DATE_SUB(date,Interval expr type)
MySQL语法
可以让我们筛选成组后的各种数据,where 字句在聚合前先筛选记录,也就是说作用在group by 和 having 字句前。
row_number(),rank(),dense_rank()区别
row_nubmer(),这个排序函数的特点是相同数据,先查出的排名在前,没有重复值。

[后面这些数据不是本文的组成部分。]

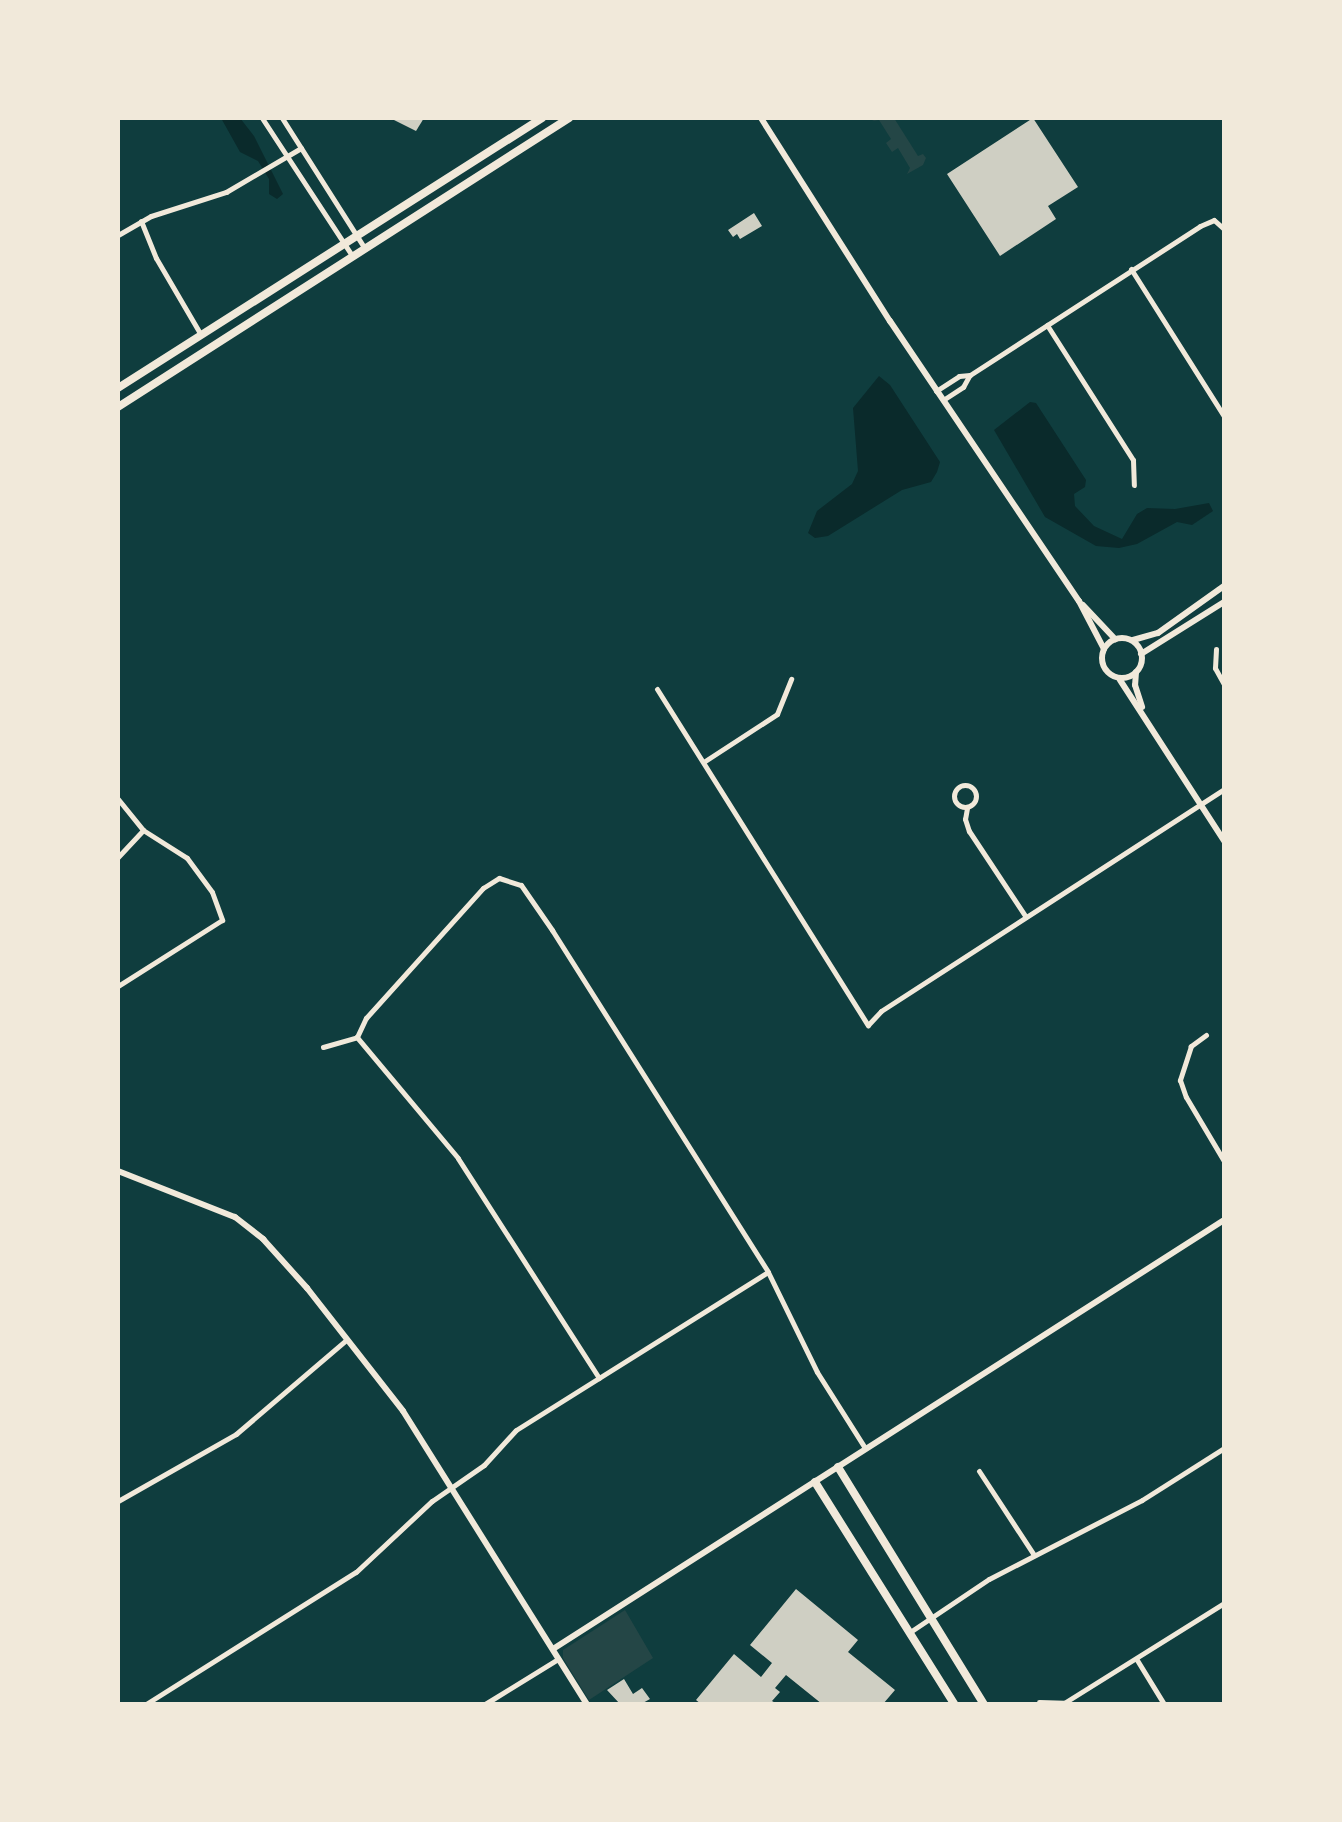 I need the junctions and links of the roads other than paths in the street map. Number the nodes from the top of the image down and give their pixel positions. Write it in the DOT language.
graph roads {
  1 [pos="262,118"];
  2 [pos="282,118"];
  3 [pos="542,118"];
  4 [pos="569,118"];
  5 [pos="761,118"];
  6 [pos="301,148"];
  7 [pos="286,155"];
  8 [pos="141,221"];
  9 [pos="1224,229"];
  10 [pos="118,235"];
  11 [pos="356,236"];
  12 [pos="344,244"];
  13 [pos="365,249"];
  14 [pos="353,257"];
  15 [pos="1131,269"];
  16 [pos="1046,325"];
  17 [pos="201,335"];
  18 [pos="970,375"];
  19 [pos="118,388"];
  20 [pos="936,391"];
  21 [pos="942,400"];
  22 [pos="118,407"];
  23 [pos="1224,416"];
  24 [pos="1134,485"];
  25 [pos="1224,586"];
  26 [pos="1078,601"];
  27 [pos="1224,602"];
  28 [pos="1115,639"];
  29 [pos="1133,640"];
  30 [pos="1104,648"];
  31 [pos="1216,650"];
  32 [pos="1141,654"];
  33 [pos="1136,672"];
  34 [pos="791,679"];
  35 [pos="1120,680"];
  36 [pos="1224,684"];
  37 [pos="657,689"];
  38 [pos="1146,718"];
  39 [pos="705,761"];
  40 [pos="1224,790"];
  41 [pos="118,800"];
  42 [pos="1202,806"];
  43 [pos="967,808"];
  44 [pos="143,830"];
  45 [pos="1224,841"];
  46 [pos="118,857"];
  47 [pos="1026,917"];
  48 [pos="118,986"];
  49 [pos="1206,1035"];
  50 [pos="357,1038"];
  51 [pos="324,1047"];
  52 [pos="1224,1161"];
  53 [pos="118,1171"];
  54 [pos="1224,1220"];
  55 [pos="768,1272"];
  56 [pos="348,1338"];
  57 [pos="599,1378"];
  58 [pos="865,1448"];
  59 [pos="1224,1448"];
  60 [pos="838,1467"];
  61 [pos="979,1471"];
  62 [pos="815,1482"];
  63 [pos="452,1488"];
  64 [pos="118,1501"];
  65 [pos="1034,1555"];
  66 [pos="1224,1602"];
  67 [pos="932,1619"];
  68 [pos="910,1632"];
  69 [pos="553,1649"];
  70 [pos="558,1659"];
  71 [pos="1137,1660"];
  72 [pos="1039,1702"];
  73 [pos="146,1704"];
  74 [pos="485,1704"];
  75 [pos="588,1704"];
  76 [pos="954,1704"];
  77 [pos="984,1704"];
  78 [pos="1164,1704"];
  1 -- 7 [label="street"];
  2 -- 6 [label="street"];
  3 -- 11 [label="main road"];
  4 -- 13 [label="main road"];
  5 -- 20 [label="street"];
  6 -- 7 [label="street"];
  6 -- 11 [label="street"];
  7 -- 8 [label="street"];
  7 -- 12 [label="street"];
  8 -- 10 [label="street"];
  8 -- 17 [label="street"];
  9 -- 15 [label="street"];
  11 -- 12 [label="main road"];
  11 -- 13 [label="street"];
  12 -- 14 [label="street"];
  12 -- 17 [label="main road"];
  13 -- 14 [label="main road"];
  14 -- 22 [label="main road"];
  15 -- 16 [label="street"];
  15 -- 23 [label="street"];
  16 -- 18 [label="street"];
  16 -- 24 [label="street"];
  17 -- 19 [label="main road"];
  18 -- 20 [label="street"];
  18 -- 21 [label="street"];
  20 -- 21 [label="street"];
  21 -- 26 [label="street"];
  25 -- 29 [label="street"];
  26 -- 28 [label="street"];
  26 -- 30 [label="street"];
  27 -- 32 [label="street"];
  28 -- 29 [label="street"];
  28 -- 30 [label="street"];
  29 -- 32 [label="street"];
  30 -- 35 [label="street"];
  31 -- 36 [label="street"];
  32 -- 33 [label="street"];
  33 -- 35 [label="street"];
  33 -- 38 [label="street"];
  34 -- 39 [label="street"];
  35 -- 38 [label="street"];
  37 -- 39 [label="street"];
  38 -- 42 [label="street"];
  39 -- 47 [label="street"];
  40 -- 42 [label="street"];
  41 -- 44 [label="street"];
  42 -- 45 [label="street"];
  42 -- 47 [label="street"];
  43 -- 43 [label="street"];
  43 -- 47 [label="street"];
  44 -- 46 [label="street"];
  44 -- 48 [label="street"];
  49 -- 52 [label="street"];
  50 -- 51 [label="street"];
  50 -- 55 [label="street"];
  50 -- 57 [label="street"];
  53 -- 56 [label="street"];
  54 -- 58 [label="street"];
  55 -- 57 [label="street"];
  55 -- 58 [label="street"];
  56 -- 63 [label="street"];
  56 -- 64 [label="street"];
  57 -- 63 [label="street"];
  58 -- 60 [label="street"];
  59 -- 65 [label="street"];
  60 -- 62 [label="street"];
  60 -- 67 [label="main road"];
  61 -- 65 [label="street"];
  62 -- 68 [label="main road"];
  62 -- 69 [label="street"];
  63 -- 69 [label="street"];
  63 -- 73 [label="street"];
  65 -- 67 [label="street"];
  66 -- 71 [label="street"];
  67 -- 68 [label="street"];
  67 -- 77 [label="main road"];
  68 -- 76 [label="main road"];
  69 -- 70 [label="street"];
  70 -- 74 [label="street"];
  70 -- 75 [label="street"];
  71 -- 72 [label="street"];
  71 -- 78 [label="street"];
}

rank()函数,是跳跃排序,相同数据(这里为sal列相同)排名相同,比如并列第1,则两行数据(这里为rank列)都标为1,下一位将是第3名.中间的2被直接跳过了。排名存在重复值。
dense_rank():连续排序.
ADS 层
需求:最近七天内连续三天活跃用户数
语法:rank() over date_sub
vim ads_continuity_log.sh
#!/bin/bash
if [ -n "$1" ];then
do_date=$1
else
do_date=`date -d "-1 day" +%F`
fi
hive=/opt/module/hive/bin/hive
APP=gmall
echo "-----------导入日期$do_date-----------"
sql="
insert into table "$APP".ads_continuity_uv_count
select
'$do_date',
concat(date_add('$do_date',-6),'_','$do_date') dt,
count(*)
from
(
select mid_id
from
(
select mid_id
from
(
select
mid_id,
date_sub(dt,rank) date_diff
from
(
select
mid_id,
dt,
rank() over(partition by mid_id order by dt) rank
from "$APP".dws_uv_detail_day
where dt>=date_add('$do_date',-6) and dt<='$do_date'
)t1
)t2
group by mid_id,date_diff
having count(*)>=3
)t3
group by mid_id
)t4;
"
$hive -e "$sql"
最后设置脚本执行权限。
chmod 777 ads_continuity_log.sh